Dallas-based Citadel has acquired a policy from insurance giant American International Group (AIG) to cover its obligations under the warranty program, which will be offered at no extra cost to its customers. The amount reimbursed would be limited to the amount of the customer's Hercules contract.
The program is designed to bolster customer confidence in Citadel's products, while also holding the company accountable for its own technologies, said Citadel CEO Steve Solomon said in an interview with Computerworld.
"A lot of people deliver software, and that's where it stops," Solomon said. "We are putting our money where our mouth is."
The Citadel warranty program marks the first time that a major insurance company is backing a security product, said Phebe Waterfield, an analyst at Yankee Group Research in Boston.
From a customer standpoint, these sorts of guarantees are important because they demonstrate a security vendor's willingness to stand behind its products, she said. Though the real cost of a security breach often goes well beyond the immediate cost of restoring damaged systems and data, the Citadel warranty is a step in the right direction, Waterfield said.
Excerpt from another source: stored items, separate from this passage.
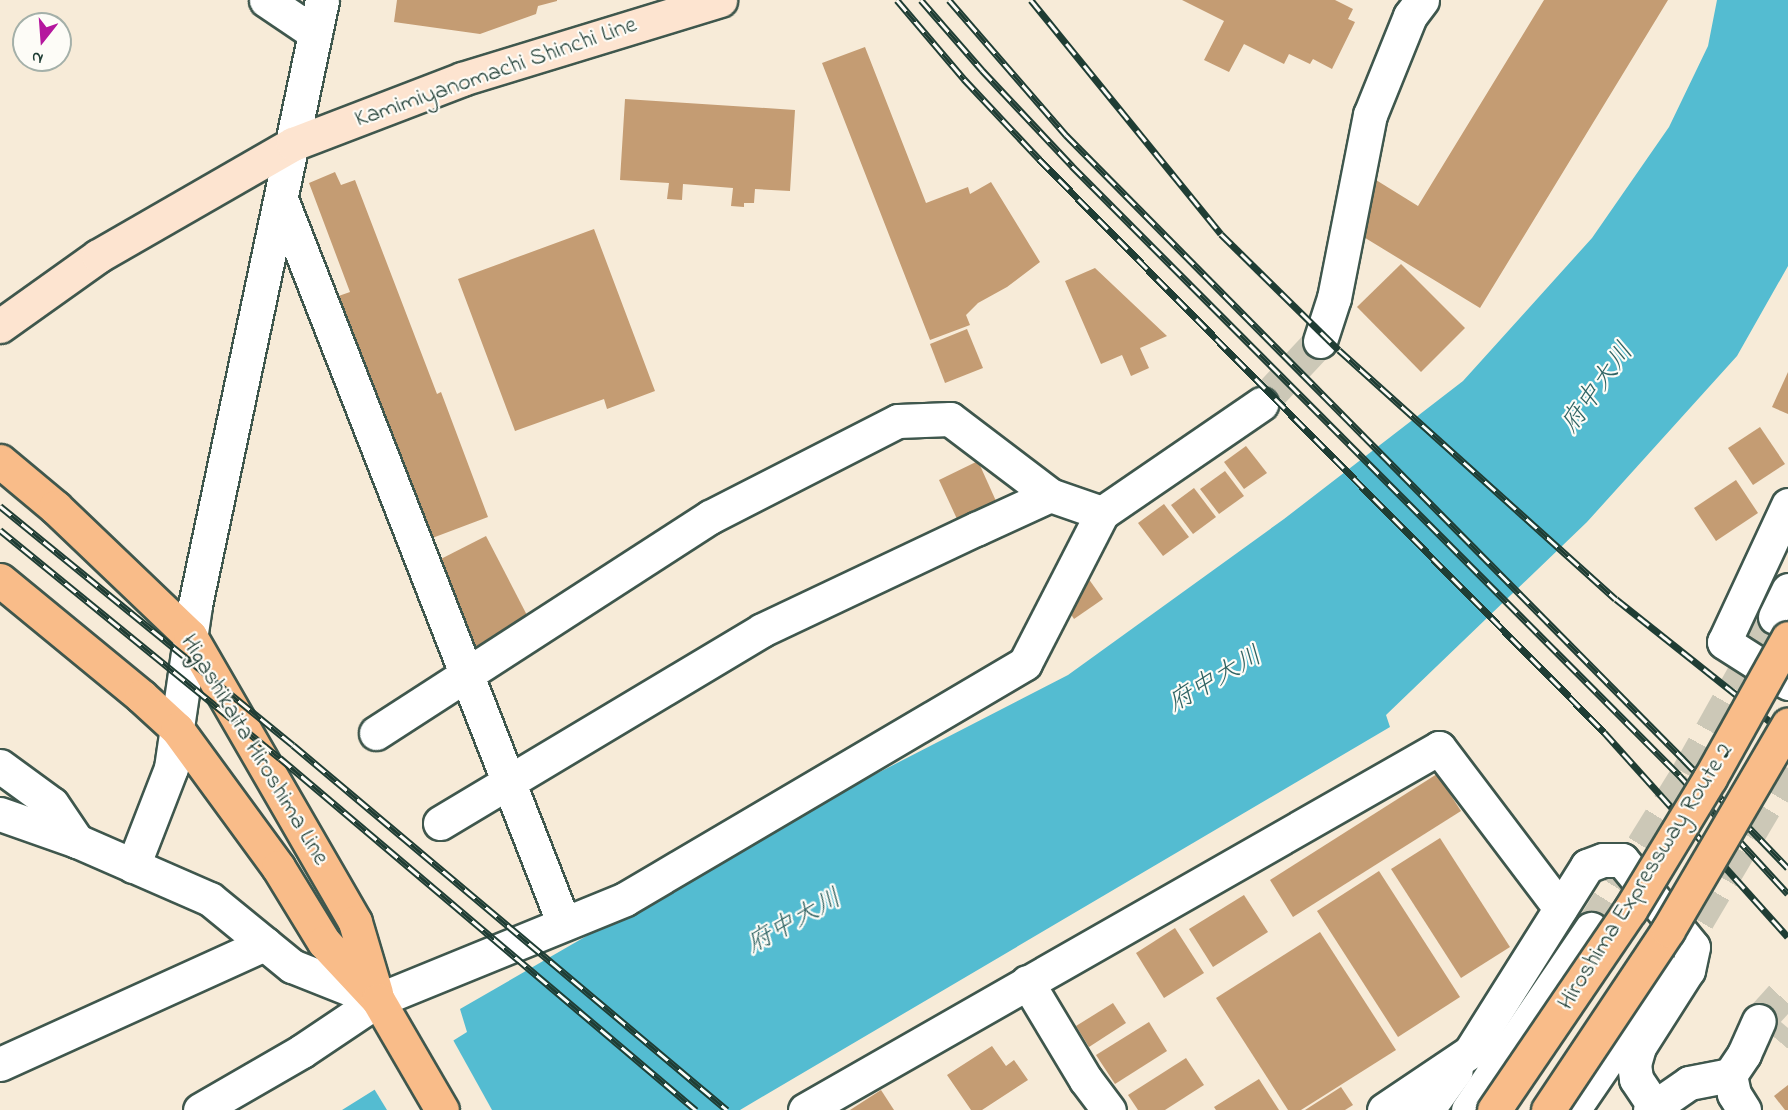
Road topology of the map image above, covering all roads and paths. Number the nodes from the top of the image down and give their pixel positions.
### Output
1 (266, 0) edge
2 (322, 0) edge
3 (720, 0) edge
4 (1422, 0) edge
5 (315, 33) junction
6 (293, 144) junction
7 (281, 199) junction
8 (0, 326) edge
9 (1320, 341) tunnel mouth
10 (1261, 405) tunnel mouth
11 (0, 461) edge
12 (1050, 495) junction
13 (1788, 506) edge
14 (1102, 513) junction
15 (0, 580) edge
16 (1784, 615) edge
17 (190, 636) junction
18 (468, 676) junction
19 (1788, 683) edge
20 (1788, 724) edge
21 (177, 729) junction
22 (376, 733) dead end
23 (0, 766) edge
24 (509, 781) junction
25 (0, 814) edge
26 (440, 823) dead end
27 (77, 841) junction
28 (133, 866) junction
29 (1560, 908) junction
30 (564, 924) junction
31 (1591, 929) tunnel mouth
32 (265, 944) junction
33 (1667, 972) tunnel mouth
34 (1027, 982) junction
35 (378, 1000) junction
36 (1769, 1031) tunnel mouth
37 (1470, 1052) junction
38 (0, 1064) edge
39 (1737, 1064) junction
40 (1653, 1108) edge
41 (200, 1110) edge
42 (442, 1110) edge
43 (805, 1110) edge
44 (1108, 1110) edge
45 (1384, 1110) edge
46 (1427, 1110) edge
47 (1468, 1110) edge
48 (1494, 1110) edge
49 (1548, 1110) edge
50 (1573, 1110) edge
51 (1744, 1110) edge

1 - 5 street
2 - 5 street
3 - 6 main road, Kamimiyanomachi Shinchi Line
4 - 9 street
5 - 6 street
6 - 7 street
6 - 8 main road, Kamimiyanomachi Shinchi Line
7 - 17 street
7 - 18 street
10 - 14 street
11 - 17 main road, Higashikaita Hiroshima Line
12 - 14 street
12 - 18 street
12 - 24 street
13 - 19 street
14 - 30 street
15 - 21 main road, Higashikaita Hiroshima Line
16 - 48 main road, Hiroshima Expressway Route 2, bridge
17 - 21 street
17 - 35 main road, Higashikaita Hiroshima Line
18 - 22 street
18 - 24 street
20 - 49 main road, Hiroshima Expressway Route 2, bridge
21 - 28 street
21 - 35 main road, Higashikaita Hiroshima Line
23 - 27 street
24 - 26 street
24 - 30 street
25 - 27 street
27 - 28 street
28 - 32 street
29 - 34 street
29 - 37 street
29 - 40 street
30 - 35 street
31 - 47 street
32 - 35 street
32 - 38 street
33 - 50 street
34 - 43 street
34 - 44 street
35 - 41 street
35 - 42 main road, Higashikaita Hiroshima Line
36 - 39 street
37 - 45 street
37 - 46 street
39 - 40 street
39 - 51 street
"What I'd really like to see is these kind of guarantees being offered on all firewall, antivirus and intrusion-detection products," she said.
Citadel's announcement received an endorsement from U.S. Sen. John Cornyn (R-Texas). "This is a creative solution to the cybersecurity problem and signals a new direction in the willingness of software makers to guarantee the performance of their products," Cornyn was quoted as saying in a statement from Citadel.
House Government Reform Committee Chairman Tom Davis (R-Va.), who in the past has called for the private sector to take more responsibility for securing critical infrastructure, also praised the move by AIG and Citadel. "This collaboration is the kind of outside-the-box, industry-led, market-driven approach to securing information that we need to see more of," Davis said in an e-mailed comment to Computerworld.
Citadel's Hercules Security Compliance and Vulnerability Remediation software is an automated tool designed to help companies identify and fix vulnerabilities resulting from software flaws, unsecured accounts, unnecessary services, misconfigurations and back-door programs.
Under the company's new SecurePlus warranty program, Citadel will guarantee the delivery of " timely, accurate and effective remedies" for known software vulnerabilities, according to a description of the program.
Currently, Citadel delivers fixes and work-arounds for high-risk vulnerabilities within 24 hours of discovery of the flaw; for medium-risk vulnerabilities, it said it delivers a fix within 72 hours. If a Hercules customer is attacked because Citadel is unable to deliver fixes within those time frames, the company said, it will be reimbursed for "eligible information asset loss or the cost of restoring their lost data," up to the amount of the Hercules contract.
This isn't the first time that a security vendor has offered such guarantees, though it is the first program to be publicly backed by a large insurer.
In January 2004, Atlanta-based Internet Security Systems launched a money-back guarantee program under which customers of its Managed Protection Services are reimbursed up to their annual contract value for breaches resulting from services covered by the program.
This isn't AIG's first foray into the cybersecurity market, either. In October 2003, the company said it would offer discounted insurance rates to customers that deploy security sensors being developed by the Cyber Incident Detection & Data Analysis Center, a Philadelphia-based volunteer partnership of more than a dozen IT vendors.